El escándalo internacional no sólo fue por la provocación del lunes pasado, sino también por el maltrato al CICR.
LA LLAMADA DE HASHIMOTO
El gobierno japonés reaccionó casi inmediatamente. Apenas producidos los incidentes frente a la residencia, el presidente Alberto Fujimori recibió una llamada del primer ministro japonés Ryutaro Hashimoto. Hablaron por 15 minutos.
El comunicado que leyó el ministro Domingo Palermo el martes, refleja el disgusto japonés. El gobierno peruano ha tenido que hacer explícito reconocimiento que "la residencia tomada goza, por la Convención de Viena, del privilegio funcional de la inviolabilidad".
Y, lo más saltante, que el presidente Fujimori "está estudiando la posibilidad de una coordinación más estrecha, a efectos de ultimar detalles para concordar posiciones respecto a la mencionada salida pacífica del problema".

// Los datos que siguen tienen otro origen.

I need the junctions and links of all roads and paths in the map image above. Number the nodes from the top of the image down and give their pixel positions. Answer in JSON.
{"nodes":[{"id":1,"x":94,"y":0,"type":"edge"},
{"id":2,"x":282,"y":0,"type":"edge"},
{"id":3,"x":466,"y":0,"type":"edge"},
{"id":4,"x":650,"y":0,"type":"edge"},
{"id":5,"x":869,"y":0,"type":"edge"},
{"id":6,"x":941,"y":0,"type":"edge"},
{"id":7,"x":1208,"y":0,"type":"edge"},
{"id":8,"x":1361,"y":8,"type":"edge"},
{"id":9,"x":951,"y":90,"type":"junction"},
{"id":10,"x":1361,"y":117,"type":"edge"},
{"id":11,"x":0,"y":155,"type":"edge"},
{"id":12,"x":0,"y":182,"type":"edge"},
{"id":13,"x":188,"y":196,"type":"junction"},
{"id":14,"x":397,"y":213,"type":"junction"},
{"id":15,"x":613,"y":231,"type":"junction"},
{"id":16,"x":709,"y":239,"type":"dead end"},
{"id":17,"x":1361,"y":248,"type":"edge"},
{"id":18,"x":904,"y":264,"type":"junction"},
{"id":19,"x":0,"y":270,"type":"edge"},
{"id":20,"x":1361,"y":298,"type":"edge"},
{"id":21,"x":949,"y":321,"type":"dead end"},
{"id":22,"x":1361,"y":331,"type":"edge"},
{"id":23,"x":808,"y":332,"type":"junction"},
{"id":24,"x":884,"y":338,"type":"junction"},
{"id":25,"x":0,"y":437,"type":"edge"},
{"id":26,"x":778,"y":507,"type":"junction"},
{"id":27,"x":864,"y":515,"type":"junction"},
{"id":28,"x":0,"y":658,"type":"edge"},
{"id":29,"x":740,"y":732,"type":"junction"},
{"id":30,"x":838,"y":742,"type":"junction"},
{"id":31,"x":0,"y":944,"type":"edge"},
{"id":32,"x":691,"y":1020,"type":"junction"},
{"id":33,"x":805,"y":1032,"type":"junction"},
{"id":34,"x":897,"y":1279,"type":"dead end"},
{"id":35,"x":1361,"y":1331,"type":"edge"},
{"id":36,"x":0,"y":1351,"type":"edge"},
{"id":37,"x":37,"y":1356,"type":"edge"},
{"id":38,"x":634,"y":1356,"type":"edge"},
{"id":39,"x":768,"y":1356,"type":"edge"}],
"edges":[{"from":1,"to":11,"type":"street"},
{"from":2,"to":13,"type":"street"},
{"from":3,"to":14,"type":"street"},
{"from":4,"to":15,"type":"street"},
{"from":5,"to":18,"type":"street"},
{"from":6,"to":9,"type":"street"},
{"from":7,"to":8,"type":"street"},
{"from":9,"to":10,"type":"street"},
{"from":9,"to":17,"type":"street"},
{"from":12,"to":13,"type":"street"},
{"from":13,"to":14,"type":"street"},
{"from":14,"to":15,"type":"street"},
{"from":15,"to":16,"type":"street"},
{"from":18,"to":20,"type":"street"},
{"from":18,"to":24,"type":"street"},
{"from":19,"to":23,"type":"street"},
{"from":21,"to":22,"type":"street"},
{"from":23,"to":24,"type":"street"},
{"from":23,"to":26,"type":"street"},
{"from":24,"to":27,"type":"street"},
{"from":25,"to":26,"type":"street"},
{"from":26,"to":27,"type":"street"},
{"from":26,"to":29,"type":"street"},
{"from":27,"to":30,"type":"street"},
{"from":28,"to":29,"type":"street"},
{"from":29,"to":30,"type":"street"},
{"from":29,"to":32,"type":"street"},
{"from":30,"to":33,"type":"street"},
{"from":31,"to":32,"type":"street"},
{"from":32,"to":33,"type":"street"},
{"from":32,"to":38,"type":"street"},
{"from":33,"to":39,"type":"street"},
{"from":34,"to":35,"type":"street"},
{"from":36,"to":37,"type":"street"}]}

Aunque el gobierno ha tratado de alambicar la frase, la idea subyacente es clarísima: los japoneses están exigiendo que cualquier medida sea consultada con ellos y que la solución debe ser pacífica.
El jalón de orejas no puede ser más obvio.
No es para menos, por cierto, porque la torpeza con que ha actuado el gobierno en los últimos días, bajo inspiración y presión del Servicio de Inteligencia y los mandos militares, ha podido desencadenar una tragedia.
Una muestra concreta de "la coordinación más estrecha", fue la participación del embajador Terusuke Terada, jefe actual de la misión japonesa en el Perú, en la reunión con el presidente Fujimori, el ministro Palermo y la Comisión de Garantes, el martes pasado.
Es decir, el gobierno en pleno de Japón en la Comisión, al lado del embajador canadiense Anthony Vincent, Michel Minnig del CICR en un papel algo incómodo y monseñor Juan Luis Cipriani.
Terada, embajador de Japón en México y antiguo jefe del Departamento de América Latina en la cancillería nipona, es un funcionario capaz y de alto nivel. Ahora, al parecer, ha decidido participar directamente en los asuntos concernientes a las negociaciones, en vista del rumbo que estaban tomando los acontecimientos.
Incluso en círculos proclives al rechazo a las presiones extranjeras en los asuntos internos, se ha escuchado decir `bienvenida esta vez la intervención japonesa'.
El embajador norteamericano Dennis Jett se ha manifestado también por una solución pacífica, atenuando la dura posición de su gobierno. Y la presencia del cardenal Augusto Vargas Alzamora el domingo pasado en la residencia, así como el enérgico pronunciamiento de la Conferencia Episcopal, muestran una mayor presencia institucional de la Iglesia apoyando un desenlace no violento.